The result should be an exact copy of the entries that follow, with no pictures included.

### Task input
────────────────────────────────────────

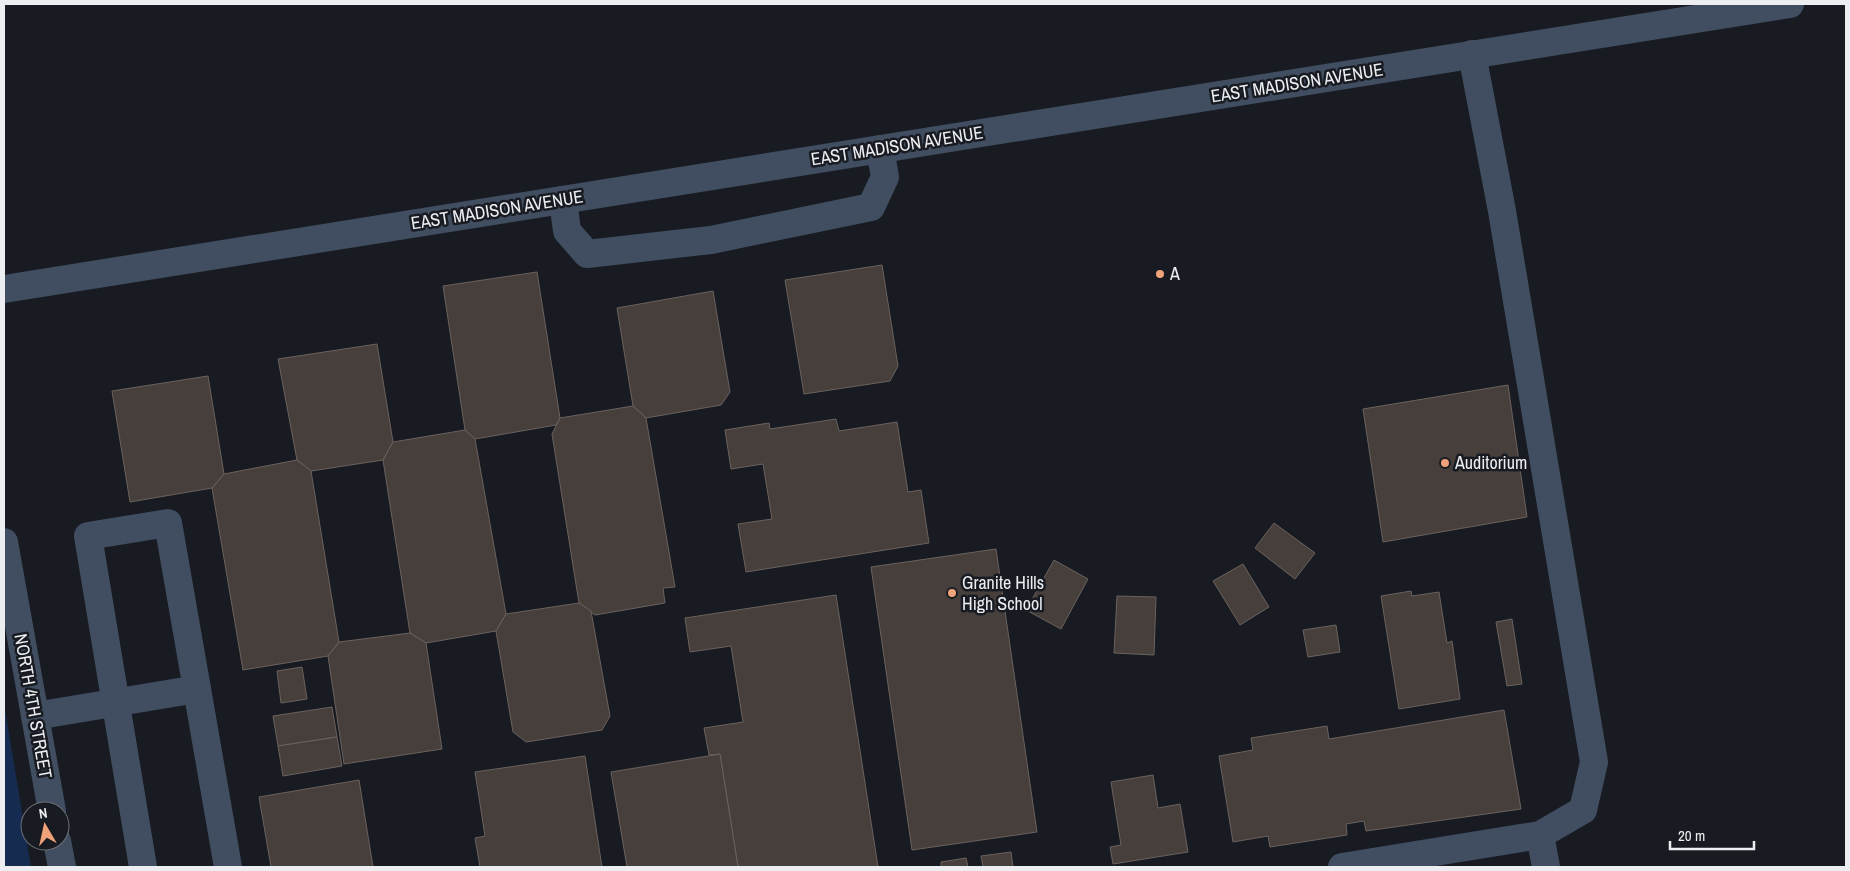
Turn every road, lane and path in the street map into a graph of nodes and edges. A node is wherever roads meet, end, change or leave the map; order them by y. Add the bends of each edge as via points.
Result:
1 (1790, 4) edge
2 (1472, 54) junction
3 (880, 149) junction
4 (563, 200) junction
5 (4, 289) edge
6 (4, 542) edge
7 (197, 689) junction
8 (116, 702) junction
9 (35, 716) junction
10 (50, 801) edge
11 (1540, 835) junction
12 (60, 851) edge
13 (62, 867) edge
14 (143, 867) edge
15 (228, 867) edge
16 (1342, 867) edge
17 (1546, 867) edge

1 - 2 street, EAST MADISON AVENUE
2 - 3 street, EAST MADISON AVENUE
2 - 11 street via 1502,211 1594,762 1582,810
3 - 4 street, EAST MADISON AVENUE
3 - 4 street via 885,177 871,207 711,240 587,254 567,231
4 - 5 street, EAST MADISON AVENUE
6 - 9 street, NORTH 4TH STREET
7 - 8 street
7 - 8 street via 168,523 88,536
7 - 15 street
8 - 9 street
8 - 14 street
9 - 10 street, NORTH 4TH STREET
11 - 16 street
11 - 17 street
12 - 13 street

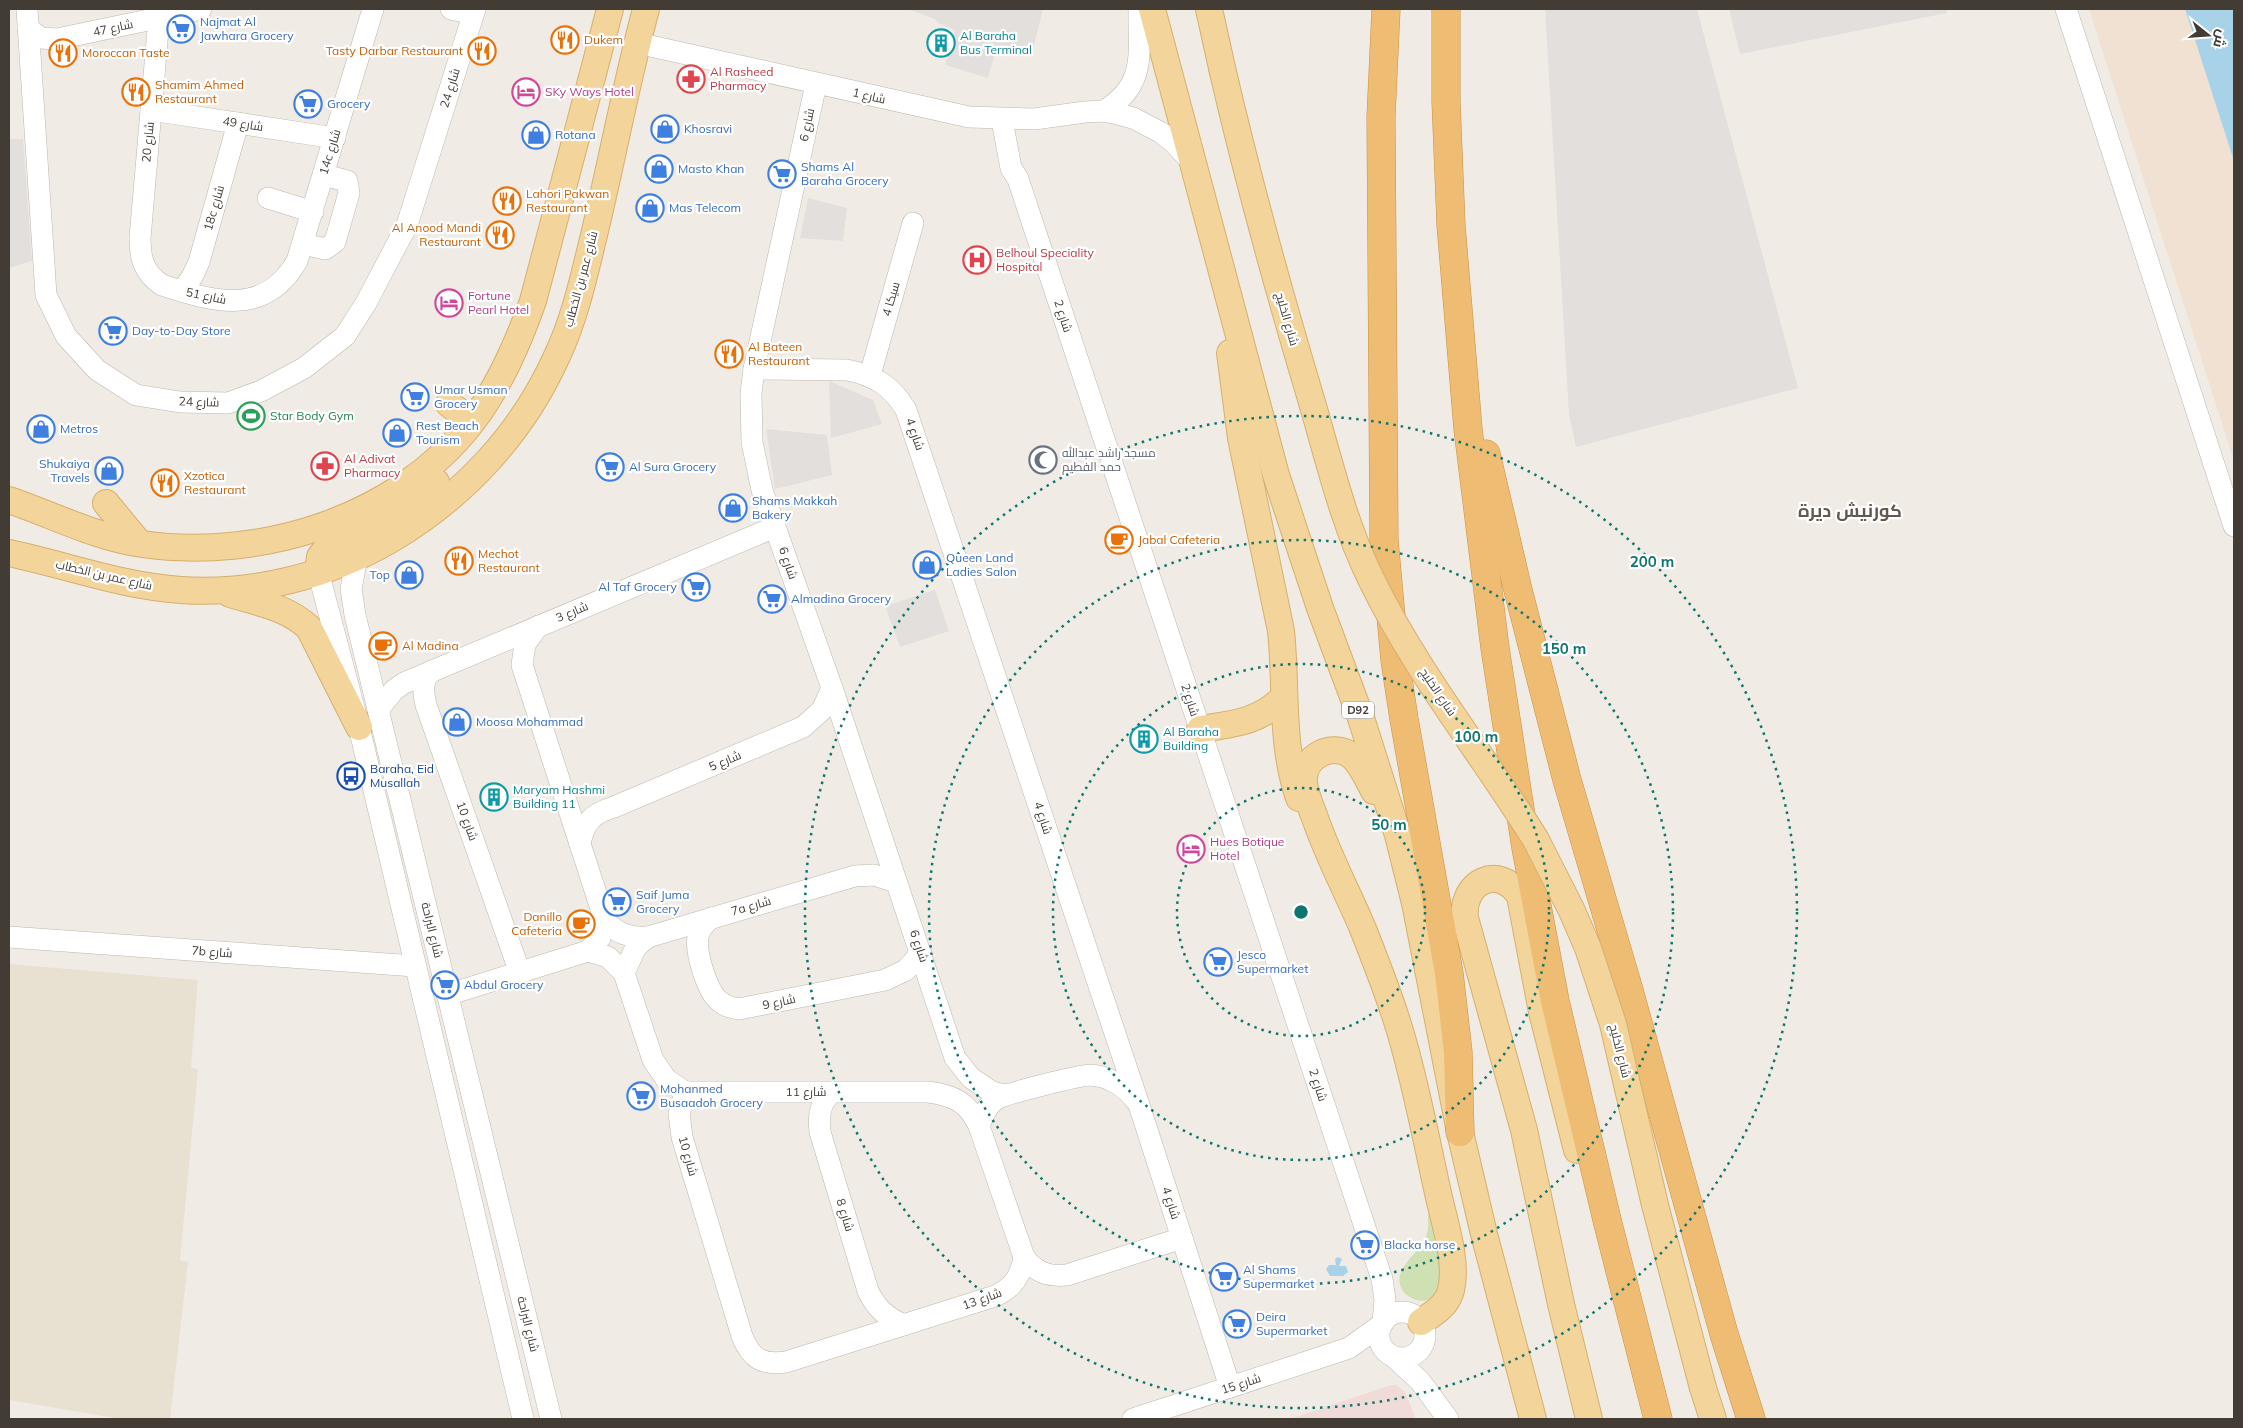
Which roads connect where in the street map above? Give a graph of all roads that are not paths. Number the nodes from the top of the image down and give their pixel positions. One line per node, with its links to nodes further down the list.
1 (201, 9): 14 (street, شارع 47)
2 (372, 9): 22 (street, 14c شارع)
3 (451, 9): 11 (street)
4 (610, 9): 34 (main road)
5 (1139, 9): 19 (street)
6 (1152, 9): 23 (main road, D92)
7 (1209, 9): 100 (main road, شارع الخليج, bridge)
8 (1386, 9): 86 (highway)
9 (1446, 9): 30 (highway)
10 (2066, 9): 44 (street)
11 (474, 11): 15 (street, شارع 24)
12 (644, 11): 16 (main road, شارع عمر بن الخطاب)
13 (132, 16): 14 (street, شارع 47); 15 (street, شارع 47)
14 (159, 18): 18 (street, شارع 20)
15 (27, 19)
16 (637, 43): 17 (street, شارع 1); 49 (main road, شارع عمر بن الخطاب)
17 (816, 84): 20 (street, شارع 1); 35 (street, شارع 6)
18 (151, 110): 21 (street, شارع 49); 29 (street, شارع 20)
19 (1104, 111): 20 (street, شارع 1); 23 (street, شارع 1)
20 (1009, 119): 60 (street, شارع 2)
21 (238, 123): 22 (street, شارع 49); 32 (street, 18c شارع)
22 (335, 138): 24 (street, 14c شارع)
23 (1192, 162): 33 (main road, D92)
24 (324, 175): 26 (street, 14c شارع); 28 (street)
25 (268, 198): 26 (street)
26 (312, 212): 28 (street, 14c شارع)
27 (912, 223): 36 (street, 4 سيكا)
28 (303, 244): 31 (street, 14c شارع)
29 (144, 266): 32 (street, شارع 51)
30 (1456, 287): 87 (highway); 109 (highway)
31 (275, 289): 32 (street, شارع 51)
32 (182, 291)
33 (1227, 292): 57 (main road); 63 (main road, D92)
34 (533, 301): 38 (main road); 50 (main road)
35 (754, 369): 36 (street, شارع 4); 45 (street, شارع 6)
36 (870, 376): 77 (street, شارع 4)
37 (448, 404): 38 (main road)
38 (472, 421): 47 (main road)
39 (9, 481): 43 (main road)
40 (9, 500): 43 (main road)
41 (106, 502): 47 (main road)
42 (9, 519): 46 (main road)
43 (58, 519): 46 (main road)
44 (2234, 526)
45 (775, 527): 52 (street, شارع 3); 56 (street, شارع 6)
46 (106, 536): 47 (main road)
47 (139, 543)
48 (9, 553): 51 (main road, شارع عمر بن الخطاب)
49 (356, 557): 50 (main road, شارع عمر بن الخطاب); 58 (street, شارع البراحة)
50 (318, 572): 51 (main road, شارع عمر بن الخطاب); 59 (street, شارع البراحة)
51 (218, 591): 59 (main road)
52 (538, 626): 53 (street, شارع 3); 54 (street)
53 (487, 648): 54 (street); 55 (street, شارع 3)
54 (522, 665): 61 (street)
55 (432, 671): 58 (street, شارع 3); 74 (street, شارع 10)
56 (832, 688): 62 (street, شارع 5); 66 (street, شارع 6)
57 (1284, 697): 60 (main road); 65 (main road)
58 (378, 710): 76 (street, شارع البراحة)
59 (358, 727): 73 (street, شارع البراحة)
60 (1200, 729): 90 (street, شارع 2)
61 (560, 784): 62 (street); 64 (street)
62 (599, 811): 64 (street)
63 (1398, 835): 65 (main road); 86 (main road, D92)
64 (580, 844): 68 (street)
65 (1328, 853): 93 (main road)
66 (896, 882): 67 (street, 7a شارع); 72 (street, شارع 6)
67 (711, 918): 69 (street, 7a شارع); 72 (street, شارع 9)
68 (604, 920): 69 (street); 71 (street)
69 (648, 936): 75 (street)
70 (9, 938): 73 (street, 7b شارع)
71 (588, 951): 74 (street); 75 (street)
72 (921, 953): 78 (street, شارع 6)
73 (415, 966): 101 (street, شارع البراحة)
74 (520, 973): 76 (street)
75 (624, 973): 80 (street)
76 (448, 995): 99 (street, شارع البراحة)
77 (1116, 1037): 79 (street); 84 (street, شارع 4)
78 (955, 1058): 82 (street); 83 (street, شارع 6)
79 (1090, 1075): 83 (street); 84 (street)
80 (685, 1092): 81 (street, شارع 11); 96 (street, شارع 10)
81 (832, 1092): 82 (street, شارع 11); 92 (street, شارع 8)
82 (928, 1092): 85 (street)
83 (1005, 1095): 85 (street)
84 (1140, 1108): 88 (street, شارع 4)
85 (980, 1126): 89 (street)
86 (1460, 1132): 106 (main road, D92)
87 (1608, 1224): 107 (main road); 108 (highway)
88 (1182, 1238): 89 (street); 97 (street, شارع 4)
89 (1024, 1257): 92 (street, شارع 13)
90 (1382, 1278): 91 (street, شارع 2); 93 (street, شارع 2)
91 (1382, 1324): 93 (street); 94 (street, شارع 15); 95 (street)
92 (904, 1325): 96 (street, شارع 13)
93 (1419, 1329): 95 (street); 98 (street)
94 (1349, 1348): 95 (street, شارع 15); 97 (street, شارع 15)
95 (1390, 1354): 98 (street)
96 (786, 1362)
97 (1230, 1387): 104 (street, شارع 15)
98 (1427, 1390): 105 (street)
99 (546, 1397): 102 (street, شارع البراحة); 103 (street)
100 (1709, 1409)
101 (523, 1419)
102 (551, 1419)
103 (562, 1419)
104 (1133, 1419)
105 (1448, 1419)
106 (1533, 1419)
107 (1589, 1419)
108 (1658, 1419)
109 (1751, 1419)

────────────────────────────────────────

### Exercise response
Turn every road, lane and path in the street map into a graph of nodes and edges. A node is wherever roads meet, end, change or leave the map; order them by y. Add the bends of each edge as via points.
Result:
1 (1790, 4) edge
2 (1472, 54) junction
3 (880, 149) junction
4 (563, 200) junction
5 (4, 289) edge
6 (4, 542) edge
7 (197, 689) junction
8 (116, 702) junction
9 (35, 716) junction
10 (50, 801) edge
11 (1540, 835) junction
12 (60, 851) edge
13 (62, 867) edge
14 (143, 867) edge
15 (228, 867) edge
16 (1342, 867) edge
17 (1546, 867) edge

1 - 2 street, EAST MADISON AVENUE
2 - 3 street, EAST MADISON AVENUE
2 - 11 street via 1502,211 1594,762 1582,810
3 - 4 street, EAST MADISON AVENUE
3 - 4 street via 885,177 871,207 711,240 587,254 567,231
4 - 5 street, EAST MADISON AVENUE
6 - 9 street, NORTH 4TH STREET
7 - 8 street
7 - 8 street via 168,523 88,536
7 - 15 street
8 - 9 street
8 - 14 street
9 - 10 street, NORTH 4TH STREET
11 - 16 street
11 - 17 street
12 - 13 street

Which roads connect where in the street map above? Give a graph of all roads that are not paths. Number the nodes from the top of the image down and give their pixel positions. One line per node, with its links to nodes further down the list.
1 (201, 9): 14 (street, شارع 47)
2 (372, 9): 22 (street, 14c شارع)
3 (451, 9): 11 (street)
4 (610, 9): 34 (main road)
5 (1139, 9): 19 (street)
6 (1152, 9): 23 (main road, D92)
7 (1209, 9): 100 (main road, شارع الخليج, bridge)
8 (1386, 9): 86 (highway)
9 (1446, 9): 30 (highway)
10 (2066, 9): 44 (street)
11 (474, 11): 15 (street, شارع 24)
12 (644, 11): 16 (main road, شارع عمر بن الخطاب)
13 (132, 16): 14 (street, شارع 47); 15 (street, شارع 47)
14 (159, 18): 18 (street, شارع 20)
15 (27, 19)
16 (637, 43): 17 (street, شارع 1); 49 (main road, شارع عمر بن الخطاب)
17 (816, 84): 20 (street, شارع 1); 35 (street, شارع 6)
18 (151, 110): 21 (street, شارع 49); 29 (street, شارع 20)
19 (1104, 111): 20 (street, شارع 1); 23 (street, شارع 1)
20 (1009, 119): 60 (street, شارع 2)
21 (238, 123): 22 (street, شارع 49); 32 (street, 18c شارع)
22 (335, 138): 24 (street, 14c شارع)
23 (1192, 162): 33 (main road, D92)
24 (324, 175): 26 (street, 14c شارع); 28 (street)
25 (268, 198): 26 (street)
26 (312, 212): 28 (street, 14c شارع)
27 (912, 223): 36 (street, 4 سيكا)
28 (303, 244): 31 (street, 14c شارع)
29 (144, 266): 32 (street, شارع 51)
30 (1456, 287): 87 (highway); 109 (highway)
31 (275, 289): 32 (street, شارع 51)
32 (182, 291)
33 (1227, 292): 57 (main road); 63 (main road, D92)
34 (533, 301): 38 (main road); 50 (main road)
35 (754, 369): 36 (street, شارع 4); 45 (street, شارع 6)
36 (870, 376): 77 (street, شارع 4)
37 (448, 404): 38 (main road)
38 (472, 421): 47 (main road)
39 (9, 481): 43 (main road)
40 (9, 500): 43 (main road)
41 (106, 502): 47 (main road)
42 (9, 519): 46 (main road)
43 (58, 519): 46 (main road)
44 (2234, 526)
45 (775, 527): 52 (street, شارع 3); 56 (street, شارع 6)
46 (106, 536): 47 (main road)
47 (139, 543)
48 (9, 553): 51 (main road, شارع عمر بن الخطاب)
49 (356, 557): 50 (main road, شارع عمر بن الخطاب); 58 (street, شارع البراحة)
50 (318, 572): 51 (main road, شارع عمر بن الخطاب); 59 (street, شارع البراحة)
51 (218, 591): 59 (main road)
52 (538, 626): 53 (street, شارع 3); 54 (street)
53 (487, 648): 54 (street); 55 (street, شارع 3)
54 (522, 665): 61 (street)
55 (432, 671): 58 (street, شارع 3); 74 (street, شارع 10)
56 (832, 688): 62 (street, شارع 5); 66 (street, شارع 6)
57 (1284, 697): 60 (main road); 65 (main road)
58 (378, 710): 76 (street, شارع البراحة)
59 (358, 727): 73 (street, شارع البراحة)
60 (1200, 729): 90 (street, شارع 2)
61 (560, 784): 62 (street); 64 (street)
62 (599, 811): 64 (street)
63 (1398, 835): 65 (main road); 86 (main road, D92)
64 (580, 844): 68 (street)
65 (1328, 853): 93 (main road)
66 (896, 882): 67 (street, 7a شارع); 72 (street, شارع 6)
67 (711, 918): 69 (street, 7a شارع); 72 (street, شارع 9)
68 (604, 920): 69 (street); 71 (street)
69 (648, 936): 75 (street)
70 (9, 938): 73 (street, 7b شارع)
71 (588, 951): 74 (street); 75 (street)
72 (921, 953): 78 (street, شارع 6)
73 (415, 966): 101 (street, شارع البراحة)
74 (520, 973): 76 (street)
75 (624, 973): 80 (street)
76 (448, 995): 99 (street, شارع البراحة)
77 (1116, 1037): 79 (street); 84 (street, شارع 4)
78 (955, 1058): 82 (street); 83 (street, شارع 6)
79 (1090, 1075): 83 (street); 84 (street)
80 (685, 1092): 81 (street, شارع 11); 96 (street, شارع 10)
81 (832, 1092): 82 (street, شارع 11); 92 (street, شارع 8)
82 (928, 1092): 85 (street)
83 (1005, 1095): 85 (street)
84 (1140, 1108): 88 (street, شارع 4)
85 (980, 1126): 89 (street)
86 (1460, 1132): 106 (main road, D92)
87 (1608, 1224): 107 (main road); 108 (highway)
88 (1182, 1238): 89 (street); 97 (street, شارع 4)
89 (1024, 1257): 92 (street, شارع 13)
90 (1382, 1278): 91 (street, شارع 2); 93 (street, شارع 2)
91 (1382, 1324): 93 (street); 94 (street, شارع 15); 95 (street)
92 (904, 1325): 96 (street, شارع 13)
93 (1419, 1329): 95 (street); 98 (street)
94 (1349, 1348): 95 (street, شارع 15); 97 (street, شارع 15)
95 (1390, 1354): 98 (street)
96 (786, 1362)
97 (1230, 1387): 104 (street, شارع 15)
98 (1427, 1390): 105 (street)
99 (546, 1397): 102 (street, شارع البراحة); 103 (street)
100 (1709, 1409)
101 (523, 1419)
102 (551, 1419)
103 (562, 1419)
104 (1133, 1419)
105 (1448, 1419)
106 (1533, 1419)
107 (1589, 1419)
108 (1658, 1419)
109 (1751, 1419)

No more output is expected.